Smoky Mountains Sunrise

Sunday, January 8, 2017

Father Rutler: Painting on the Canvas of History

Painting landscapes in the classical academies was done indoors, to “improve upon nature” the way formal gardens arrange flowers according to geometry. In the nineteenth century, the painters of the Barbizon and Hudson River schools began to paint outdoors (“en plein air”), trying to show nature as it is. The invention of portable easels and oil paint in tubes like toothpaste made it easier to move out from the studio. A painting by John Singer Sargent showing Monet at his easel in the woods of Giverny is a splendid picture within a picture, emphasizing the care taken to get the diffused light just right, so that nature looks really natural.

We would have no art, and no urge to paint—whether as cavemen painting antelope or Frans Hals painting men drinking beer—were it not for the fact that humans are in the image of God who made the whole universe his canvas. He chose the Holy Land as the scenery for history’s greatest event.

Israel is only about the size of New Jersey, and yet its topography moves from the snow-capped Mount Hermon down to the lowest spot on our planet: the Dead Sea. In between, at the trickle of a river between the two, John saw the Lord approaching and said, “Behold the Lamb of God, who takes away the sins of the world” (John 1:29). The baptism of Christ, which was an illustration of how the human race will be cleansed of corrupting pride, and which is celebrated after the Feast of the Epiphany on the liturgical calendar, anticipates the baptism the Church offers: not a poetic symbol, but an actual change in the soul so that it becomes what the art of God wants it to be.

Baptism is not an option. It is the “the shield of faith, with which you can extinguish all the flaming arrows of the evil one” (Ephesians 6:16). Positive proof of this effect is the holiness of saints, and the majesty of Christ himself. Negative proof is the viciousness of evil when it is allowed to act freely. Picture the carnage in Istanbul on the Feast of the Mother of God, when scores of people were killed and wounded by a man dressed as Santa Claus.
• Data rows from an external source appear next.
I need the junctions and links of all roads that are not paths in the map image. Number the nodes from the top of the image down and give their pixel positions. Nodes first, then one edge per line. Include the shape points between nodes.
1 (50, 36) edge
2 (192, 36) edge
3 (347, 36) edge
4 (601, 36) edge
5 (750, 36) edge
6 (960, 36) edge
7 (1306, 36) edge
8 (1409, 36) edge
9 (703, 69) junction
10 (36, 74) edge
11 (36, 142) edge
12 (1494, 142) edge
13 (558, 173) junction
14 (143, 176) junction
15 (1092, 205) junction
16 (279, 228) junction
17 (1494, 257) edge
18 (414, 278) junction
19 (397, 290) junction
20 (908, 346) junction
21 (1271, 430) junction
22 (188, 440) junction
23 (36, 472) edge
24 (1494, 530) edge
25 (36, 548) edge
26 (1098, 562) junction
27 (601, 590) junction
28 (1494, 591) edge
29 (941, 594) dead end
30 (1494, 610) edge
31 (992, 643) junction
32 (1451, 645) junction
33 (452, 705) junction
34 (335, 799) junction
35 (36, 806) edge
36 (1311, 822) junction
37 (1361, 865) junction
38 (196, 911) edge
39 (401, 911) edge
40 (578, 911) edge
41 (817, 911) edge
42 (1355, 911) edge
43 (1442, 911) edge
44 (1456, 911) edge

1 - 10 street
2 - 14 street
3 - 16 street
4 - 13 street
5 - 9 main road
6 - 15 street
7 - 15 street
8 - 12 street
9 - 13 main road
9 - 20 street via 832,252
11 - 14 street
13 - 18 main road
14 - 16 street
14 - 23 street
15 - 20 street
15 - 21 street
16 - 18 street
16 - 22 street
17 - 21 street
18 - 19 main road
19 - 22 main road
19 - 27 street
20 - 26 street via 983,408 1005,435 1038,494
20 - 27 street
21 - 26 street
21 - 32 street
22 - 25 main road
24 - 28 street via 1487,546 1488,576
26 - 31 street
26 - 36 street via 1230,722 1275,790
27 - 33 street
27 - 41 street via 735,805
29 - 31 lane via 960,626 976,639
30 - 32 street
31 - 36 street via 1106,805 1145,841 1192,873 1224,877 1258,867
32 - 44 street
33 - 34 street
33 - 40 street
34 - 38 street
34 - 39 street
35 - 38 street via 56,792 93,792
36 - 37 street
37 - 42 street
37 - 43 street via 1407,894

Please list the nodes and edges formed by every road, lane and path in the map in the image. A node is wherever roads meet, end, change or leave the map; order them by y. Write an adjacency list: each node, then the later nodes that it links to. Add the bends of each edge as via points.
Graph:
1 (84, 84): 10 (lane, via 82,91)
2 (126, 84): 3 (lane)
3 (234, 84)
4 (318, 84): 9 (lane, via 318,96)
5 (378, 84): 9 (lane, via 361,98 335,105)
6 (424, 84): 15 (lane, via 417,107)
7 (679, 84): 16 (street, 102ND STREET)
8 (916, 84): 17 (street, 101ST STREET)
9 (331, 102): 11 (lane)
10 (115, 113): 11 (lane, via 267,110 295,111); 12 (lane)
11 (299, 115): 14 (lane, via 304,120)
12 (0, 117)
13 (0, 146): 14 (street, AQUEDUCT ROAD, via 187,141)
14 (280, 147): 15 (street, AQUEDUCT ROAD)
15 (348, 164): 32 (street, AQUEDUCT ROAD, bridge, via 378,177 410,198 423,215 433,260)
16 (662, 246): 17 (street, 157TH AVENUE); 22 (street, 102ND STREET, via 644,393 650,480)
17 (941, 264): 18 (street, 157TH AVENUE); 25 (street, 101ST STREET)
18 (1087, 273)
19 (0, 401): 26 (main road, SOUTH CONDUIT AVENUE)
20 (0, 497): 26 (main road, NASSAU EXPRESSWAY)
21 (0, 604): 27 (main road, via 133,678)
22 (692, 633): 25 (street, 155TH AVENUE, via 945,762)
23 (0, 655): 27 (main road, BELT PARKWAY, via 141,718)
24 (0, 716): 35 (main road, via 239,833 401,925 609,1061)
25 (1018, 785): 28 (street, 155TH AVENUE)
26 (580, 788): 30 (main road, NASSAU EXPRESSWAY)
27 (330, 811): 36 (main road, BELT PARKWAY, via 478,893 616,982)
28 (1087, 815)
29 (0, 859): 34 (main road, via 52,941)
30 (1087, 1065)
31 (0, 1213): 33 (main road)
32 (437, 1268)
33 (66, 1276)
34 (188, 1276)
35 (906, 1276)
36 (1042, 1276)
At the Council of Nicaea, three centuries before the rise of Islam with its denial of Christ as the Lamb of God, Saint Nicholas challenged Arius for having similarly rejected the truth. And denial of the truth has deadly consequences. “The man who denies that Jesus is the Christ—he is the liar, he is Antichrist; and he is denying the Father as well as the Son, because no one who has the Father can deny the Son, and to acknowledge the Son is to have the Father as well” (1 John 2:22-23). All this was painted by God on the canvas of history.